=== Section Start ===
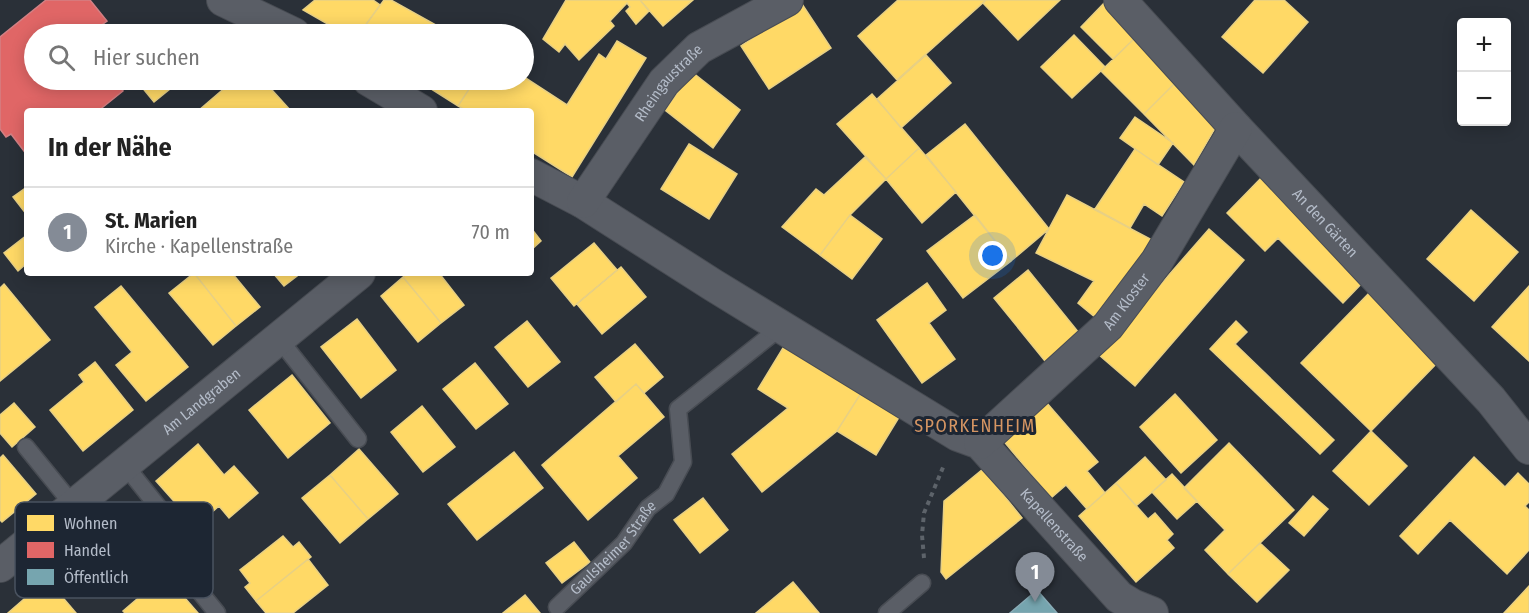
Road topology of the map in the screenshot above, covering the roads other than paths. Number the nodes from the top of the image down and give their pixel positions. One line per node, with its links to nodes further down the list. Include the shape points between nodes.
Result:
1 (223, 0): 4 (street)
2 (787, 0): 9 (street, Rheingaustraße, via 699,48 664,82)
3 (1120, 0): 7 (street, An den Gärten)
4 (283, 21)
5 (386, 90): 6 (street)
6 (416, 108)
7 (1236, 128): 14 (street, Am Kloster, via 1157,261 1108,326); 16 (street, An den Gärten, via 1491,400)
8 (534, 177): 9 (street)
9 (583, 202): 11 (street)
10 (355, 276): 12 (street, Am Landgraben)
11 (781, 327): 14 (street); 25 (lane, Gaulsheimer Straße, via 678,409 683,462 666,494 648,508 624,543)
12 (279, 339): 13 (lane); 17 (street, Am Landgraben)
13 (358, 439)
14 (969, 439): 28 (street, Kapellenstraße, via 1119,597)
15 (26, 447): 18 (lane)
16 (1529, 448)
17 (124, 464): 19 (street, Am Landgraben); 20 (lane)
18 (71, 502)
19 (79, 502)
20 (154, 502)
21 (15, 554): 22 (street, Am Landgraben)
22 (0, 566)
23 (922, 583): 27 (lane)
24 (205, 598): 26 (lane)
25 (557, 607)
26 (217, 613)
27 (887, 613)
28 (1152, 613)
=== Section End ===
● The task: Pictures in the records above are not copied; print everything else exactly.

● Result below:
Road topology of the map in the screenshot above, covering the roads other than paths. Number the nodes from the top of the image down and give their pixel positions. One line per node, with its links to nodes further down the list. Include the shape points between nodes.
Result:
1 (223, 0): 4 (street)
2 (787, 0): 9 (street, Rheingaustraße, via 699,48 664,82)
3 (1120, 0): 7 (street, An den Gärten)
4 (283, 21)
5 (386, 90): 6 (street)
6 (416, 108)
7 (1236, 128): 14 (street, Am Kloster, via 1157,261 1108,326); 16 (street, An den Gärten, via 1491,400)
8 (534, 177): 9 (street)
9 (583, 202): 11 (street)
10 (355, 276): 12 (street, Am Landgraben)
11 (781, 327): 14 (street); 25 (lane, Gaulsheimer Straße, via 678,409 683,462 666,494 648,508 624,543)
12 (279, 339): 13 (lane); 17 (street, Am Landgraben)
13 (358, 439)
14 (969, 439): 28 (street, Kapellenstraße, via 1119,597)
15 (26, 447): 18 (lane)
16 (1529, 448)
17 (124, 464): 19 (street, Am Landgraben); 20 (lane)
18 (71, 502)
19 (79, 502)
20 (154, 502)
21 (15, 554): 22 (street, Am Landgraben)
22 (0, 566)
23 (922, 583): 27 (lane)
24 (205, 598): 26 (lane)
25 (557, 607)
26 (217, 613)
27 (887, 613)
28 (1152, 613)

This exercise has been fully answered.